This topic is Section 8.2 in Agresti.

We are going to use R function `polr` in R package `MASS` to do what it
calls *proportional odds logistic regression* (POLR).  Because its definitions
may differ from Agresti's, we will take its help as authoritative.
In the "details" section of the help for this function, it says

> This model is what Agresti [they cite the second edition of our textbook,
> whereas we are using the third edition] calls a *cumulative link* model.
> The basic interpretation is as a *coarsened* version of a latent
> variable $Y_i$ which has a logistic or normal or extreme-value or
> Cauchy distribution with scale parameter one and a linear model
> for the mean.  The ordered factor which is observed is which bin
> $Y_i$ falls into with breakpoints
> $$ \zeta_0 = -\infty < \zeta_1 < \cdots < \zeta_K = \infty $$
> This leads to the model
> $$ \mbox{logit} P(Y \le k | x) = \zeta_k - \eta $$
> with *logit* replaced by *probit* for a normal latent variable,
> and $\eta$ being the linear predictor, a linear function of the
> explanatory variables (with no intercept).  Note that it is quite
> common for other software to use the opposite sign for $\eta$ (and
> hence the coefficients `beta`).
>
> In the logistic case, the left-hand side of the last display is the
> log odds of category $k$ or less, and since these are log odds
> which differ only by a constant for different $k$, the odds are
> proportional.  Hence the term *proportional odds logistic regression*.

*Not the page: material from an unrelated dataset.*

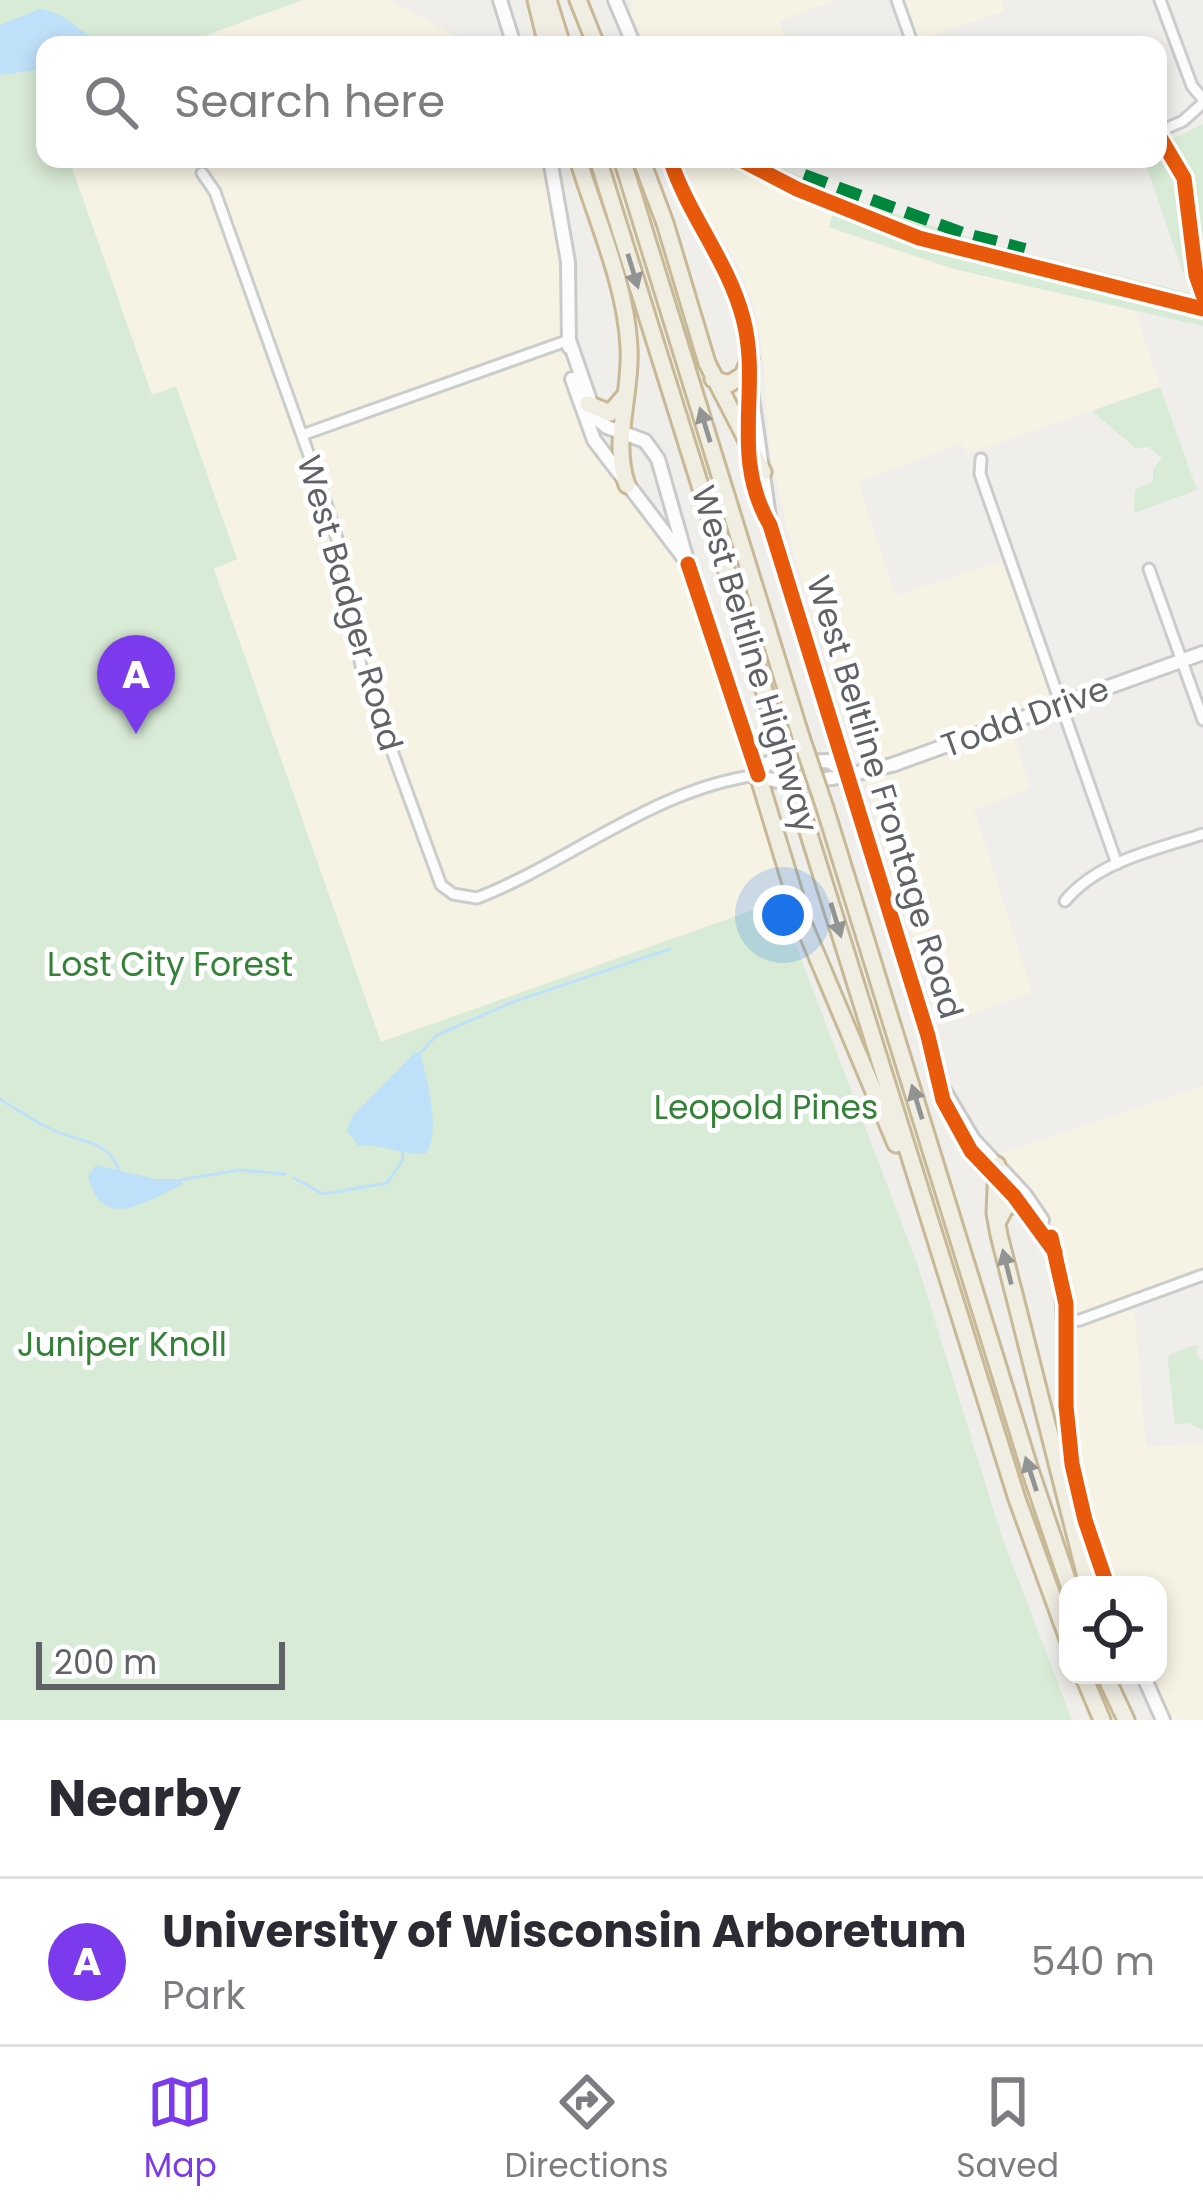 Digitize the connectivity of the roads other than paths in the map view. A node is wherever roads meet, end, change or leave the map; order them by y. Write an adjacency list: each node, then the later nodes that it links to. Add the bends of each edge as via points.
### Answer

Comparing with equation (8.5) in the third edition of Agresti
(our textbook) we see that R function `polr` does indeed use the opposite
sign for regression coefficients from what Agresti uses (and apparently
also from what the software he uses for his examples uses).  So we had
better stick with what R does.

But we also see that other than a possible change of sign of regression
coefficients, R function `polr` agrees with the model discussed in Section 8.2
of Agresti.

As an example, we do example 8.2.4 in Agresti.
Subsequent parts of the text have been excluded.